Check every line of the material for the word "paths". Copy those that have it.
== == ==
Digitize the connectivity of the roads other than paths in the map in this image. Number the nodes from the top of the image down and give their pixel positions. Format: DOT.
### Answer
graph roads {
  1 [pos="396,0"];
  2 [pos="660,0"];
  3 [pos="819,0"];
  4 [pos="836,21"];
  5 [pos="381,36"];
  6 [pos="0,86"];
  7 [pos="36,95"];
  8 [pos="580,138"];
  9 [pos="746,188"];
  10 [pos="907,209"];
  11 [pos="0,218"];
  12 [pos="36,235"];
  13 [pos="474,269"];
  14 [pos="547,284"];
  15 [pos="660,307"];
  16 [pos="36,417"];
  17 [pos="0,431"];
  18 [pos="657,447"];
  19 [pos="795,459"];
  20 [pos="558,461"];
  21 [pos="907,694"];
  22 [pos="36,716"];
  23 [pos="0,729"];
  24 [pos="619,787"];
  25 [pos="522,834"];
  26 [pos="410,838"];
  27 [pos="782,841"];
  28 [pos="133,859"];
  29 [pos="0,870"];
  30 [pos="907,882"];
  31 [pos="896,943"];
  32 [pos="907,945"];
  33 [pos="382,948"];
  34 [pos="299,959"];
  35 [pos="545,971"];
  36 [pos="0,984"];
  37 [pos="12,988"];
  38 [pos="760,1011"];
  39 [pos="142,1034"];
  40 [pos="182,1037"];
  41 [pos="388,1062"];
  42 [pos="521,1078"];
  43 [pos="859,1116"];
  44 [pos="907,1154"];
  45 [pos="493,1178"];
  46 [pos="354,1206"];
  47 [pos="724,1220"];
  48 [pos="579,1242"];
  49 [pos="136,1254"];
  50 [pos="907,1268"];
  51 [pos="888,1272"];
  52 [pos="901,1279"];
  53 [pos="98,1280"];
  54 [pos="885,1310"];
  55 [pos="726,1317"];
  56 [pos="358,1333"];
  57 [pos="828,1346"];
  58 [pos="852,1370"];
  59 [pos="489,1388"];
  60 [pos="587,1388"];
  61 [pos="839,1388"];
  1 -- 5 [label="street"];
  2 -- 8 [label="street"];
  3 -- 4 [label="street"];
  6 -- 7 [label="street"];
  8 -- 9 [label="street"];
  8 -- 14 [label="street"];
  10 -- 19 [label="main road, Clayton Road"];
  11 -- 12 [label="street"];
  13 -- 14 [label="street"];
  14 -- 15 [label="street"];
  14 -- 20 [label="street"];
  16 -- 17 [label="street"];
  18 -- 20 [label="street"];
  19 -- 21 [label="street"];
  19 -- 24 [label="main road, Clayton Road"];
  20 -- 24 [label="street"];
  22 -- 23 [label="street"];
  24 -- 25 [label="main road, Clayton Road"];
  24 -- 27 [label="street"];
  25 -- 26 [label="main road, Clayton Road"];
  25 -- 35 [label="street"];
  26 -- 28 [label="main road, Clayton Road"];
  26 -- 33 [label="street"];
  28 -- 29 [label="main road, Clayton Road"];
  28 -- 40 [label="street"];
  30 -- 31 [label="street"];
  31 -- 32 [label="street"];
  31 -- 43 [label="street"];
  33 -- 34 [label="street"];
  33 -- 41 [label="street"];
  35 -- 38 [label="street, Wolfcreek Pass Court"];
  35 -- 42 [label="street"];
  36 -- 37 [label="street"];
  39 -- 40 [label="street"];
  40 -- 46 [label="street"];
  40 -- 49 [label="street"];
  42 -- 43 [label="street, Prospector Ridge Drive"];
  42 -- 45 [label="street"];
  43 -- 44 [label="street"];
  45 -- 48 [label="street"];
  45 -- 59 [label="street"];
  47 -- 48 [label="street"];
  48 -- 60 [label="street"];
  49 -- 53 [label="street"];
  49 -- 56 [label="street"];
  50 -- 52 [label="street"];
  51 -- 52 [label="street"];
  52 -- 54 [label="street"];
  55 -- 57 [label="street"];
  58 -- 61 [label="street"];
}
== == ==
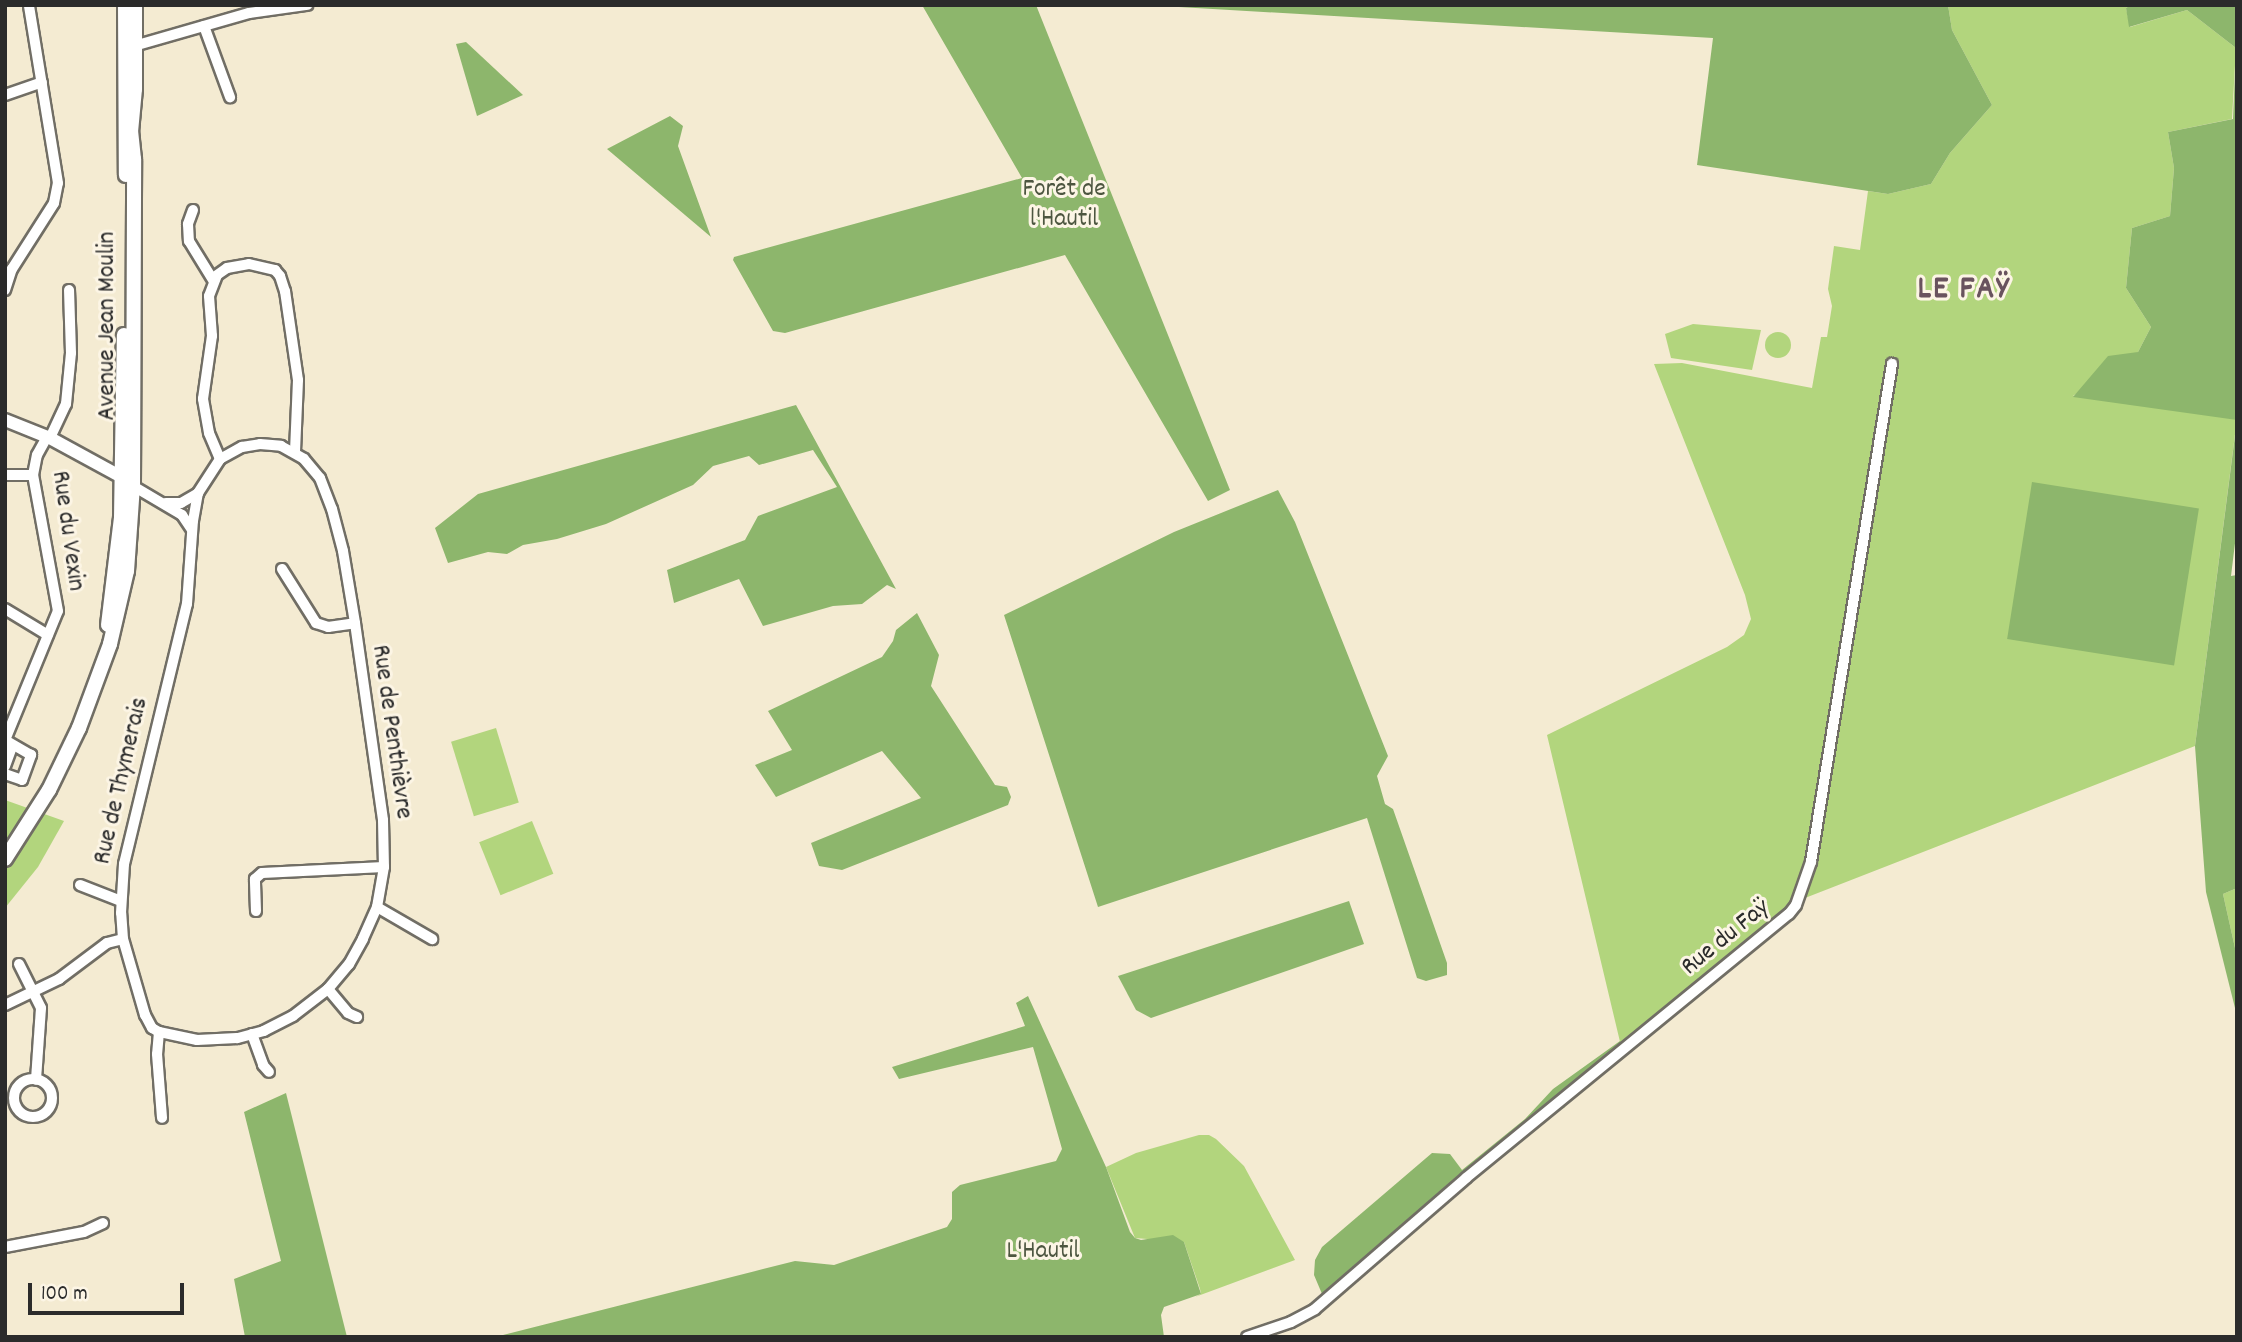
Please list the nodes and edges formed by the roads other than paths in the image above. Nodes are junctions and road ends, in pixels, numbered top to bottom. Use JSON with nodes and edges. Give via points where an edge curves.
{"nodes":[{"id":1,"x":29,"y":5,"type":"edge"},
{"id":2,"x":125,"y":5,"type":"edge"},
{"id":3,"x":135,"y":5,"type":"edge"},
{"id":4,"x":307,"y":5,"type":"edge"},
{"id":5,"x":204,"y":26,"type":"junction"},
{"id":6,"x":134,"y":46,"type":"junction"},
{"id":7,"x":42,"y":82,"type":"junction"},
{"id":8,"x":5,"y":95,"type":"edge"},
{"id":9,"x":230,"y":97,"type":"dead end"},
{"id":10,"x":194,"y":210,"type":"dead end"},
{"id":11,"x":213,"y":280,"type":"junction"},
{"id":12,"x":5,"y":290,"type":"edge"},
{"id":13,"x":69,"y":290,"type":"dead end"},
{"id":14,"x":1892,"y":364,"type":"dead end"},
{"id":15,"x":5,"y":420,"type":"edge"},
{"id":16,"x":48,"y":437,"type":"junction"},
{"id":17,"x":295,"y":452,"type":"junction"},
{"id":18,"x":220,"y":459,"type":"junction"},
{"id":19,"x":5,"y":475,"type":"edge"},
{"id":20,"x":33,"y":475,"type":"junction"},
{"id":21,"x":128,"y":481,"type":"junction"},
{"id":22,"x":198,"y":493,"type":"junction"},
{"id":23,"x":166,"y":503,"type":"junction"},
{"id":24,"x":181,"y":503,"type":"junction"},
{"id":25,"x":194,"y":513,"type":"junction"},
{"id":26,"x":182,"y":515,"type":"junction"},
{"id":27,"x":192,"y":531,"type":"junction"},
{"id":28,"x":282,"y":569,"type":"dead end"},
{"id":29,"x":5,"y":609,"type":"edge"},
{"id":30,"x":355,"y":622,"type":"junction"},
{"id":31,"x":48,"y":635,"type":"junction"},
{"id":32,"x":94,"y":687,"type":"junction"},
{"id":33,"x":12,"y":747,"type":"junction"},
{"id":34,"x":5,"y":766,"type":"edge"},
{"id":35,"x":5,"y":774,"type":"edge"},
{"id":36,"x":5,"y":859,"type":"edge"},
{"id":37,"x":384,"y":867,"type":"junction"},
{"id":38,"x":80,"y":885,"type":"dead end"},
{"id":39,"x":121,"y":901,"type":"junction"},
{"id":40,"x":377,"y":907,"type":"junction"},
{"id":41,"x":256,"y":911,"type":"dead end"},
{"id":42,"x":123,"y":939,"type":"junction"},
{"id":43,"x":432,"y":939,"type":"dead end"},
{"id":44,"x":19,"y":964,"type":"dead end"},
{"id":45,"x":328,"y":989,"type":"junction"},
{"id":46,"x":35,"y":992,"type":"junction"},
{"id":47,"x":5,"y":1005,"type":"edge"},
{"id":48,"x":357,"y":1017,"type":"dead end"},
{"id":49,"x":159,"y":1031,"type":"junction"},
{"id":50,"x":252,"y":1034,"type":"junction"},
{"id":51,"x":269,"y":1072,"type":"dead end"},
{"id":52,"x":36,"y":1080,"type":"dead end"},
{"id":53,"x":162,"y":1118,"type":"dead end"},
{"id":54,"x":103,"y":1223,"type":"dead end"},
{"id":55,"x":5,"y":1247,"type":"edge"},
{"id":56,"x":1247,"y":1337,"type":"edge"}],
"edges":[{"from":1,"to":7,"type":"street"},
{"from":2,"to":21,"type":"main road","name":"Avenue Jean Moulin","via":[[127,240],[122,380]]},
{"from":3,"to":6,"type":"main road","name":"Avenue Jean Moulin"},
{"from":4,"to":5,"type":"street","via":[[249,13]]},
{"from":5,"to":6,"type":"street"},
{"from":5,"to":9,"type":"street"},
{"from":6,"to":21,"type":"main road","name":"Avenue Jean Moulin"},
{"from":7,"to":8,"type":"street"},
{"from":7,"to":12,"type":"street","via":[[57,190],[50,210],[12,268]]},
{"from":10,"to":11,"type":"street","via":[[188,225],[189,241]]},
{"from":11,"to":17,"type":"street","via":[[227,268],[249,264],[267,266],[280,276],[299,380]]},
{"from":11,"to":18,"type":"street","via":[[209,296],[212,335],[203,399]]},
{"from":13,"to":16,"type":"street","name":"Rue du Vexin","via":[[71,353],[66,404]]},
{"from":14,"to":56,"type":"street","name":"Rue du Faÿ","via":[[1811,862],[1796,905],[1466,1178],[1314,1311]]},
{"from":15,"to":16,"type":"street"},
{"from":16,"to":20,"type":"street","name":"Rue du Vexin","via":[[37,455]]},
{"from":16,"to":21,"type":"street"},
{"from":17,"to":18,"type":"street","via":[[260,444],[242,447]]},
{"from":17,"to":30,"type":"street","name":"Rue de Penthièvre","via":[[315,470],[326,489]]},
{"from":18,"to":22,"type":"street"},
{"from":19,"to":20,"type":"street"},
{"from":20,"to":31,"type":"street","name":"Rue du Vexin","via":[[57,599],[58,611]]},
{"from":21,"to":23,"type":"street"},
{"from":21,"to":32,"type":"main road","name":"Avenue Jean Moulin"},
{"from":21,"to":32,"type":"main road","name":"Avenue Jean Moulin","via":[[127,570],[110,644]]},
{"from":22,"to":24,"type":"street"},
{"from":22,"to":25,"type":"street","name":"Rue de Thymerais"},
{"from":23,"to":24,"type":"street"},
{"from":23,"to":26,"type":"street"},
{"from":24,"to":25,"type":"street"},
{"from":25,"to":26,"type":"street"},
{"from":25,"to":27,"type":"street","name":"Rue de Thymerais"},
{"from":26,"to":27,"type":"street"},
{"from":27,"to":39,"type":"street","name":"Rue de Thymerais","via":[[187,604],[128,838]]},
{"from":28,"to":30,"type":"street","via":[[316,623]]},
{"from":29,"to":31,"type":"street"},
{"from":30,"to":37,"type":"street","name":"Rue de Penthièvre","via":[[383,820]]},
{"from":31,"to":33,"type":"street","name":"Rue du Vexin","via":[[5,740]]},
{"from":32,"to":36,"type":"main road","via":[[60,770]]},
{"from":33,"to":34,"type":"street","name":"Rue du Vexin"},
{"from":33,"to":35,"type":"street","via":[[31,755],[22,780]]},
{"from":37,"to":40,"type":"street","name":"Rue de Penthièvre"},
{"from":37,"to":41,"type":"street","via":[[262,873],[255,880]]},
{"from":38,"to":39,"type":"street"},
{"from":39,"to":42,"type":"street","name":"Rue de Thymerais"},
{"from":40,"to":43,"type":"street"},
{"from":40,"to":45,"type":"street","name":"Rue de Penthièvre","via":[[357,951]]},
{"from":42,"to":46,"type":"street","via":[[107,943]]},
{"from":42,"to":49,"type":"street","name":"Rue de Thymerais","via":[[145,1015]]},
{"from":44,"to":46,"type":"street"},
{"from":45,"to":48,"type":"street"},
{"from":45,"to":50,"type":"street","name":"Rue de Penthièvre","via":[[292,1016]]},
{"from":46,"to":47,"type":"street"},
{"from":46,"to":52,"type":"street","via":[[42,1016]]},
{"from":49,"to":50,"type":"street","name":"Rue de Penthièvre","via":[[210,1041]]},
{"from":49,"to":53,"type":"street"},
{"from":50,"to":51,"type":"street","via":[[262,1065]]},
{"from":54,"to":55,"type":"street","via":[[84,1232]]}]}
== == ==
• _Exercise response_:
Digitize the connectivity of the roads other than paths in the map in this image. Number the nodes from the top of the image down and give their pixel positions. Format: DOT.
Please list the nodes and edges formed by the roads other than paths in the image above. Nodes are junctions and road ends, in pixels, numbered top to bottom. Use JSON with nodes and edges. Give via points where an edge curves.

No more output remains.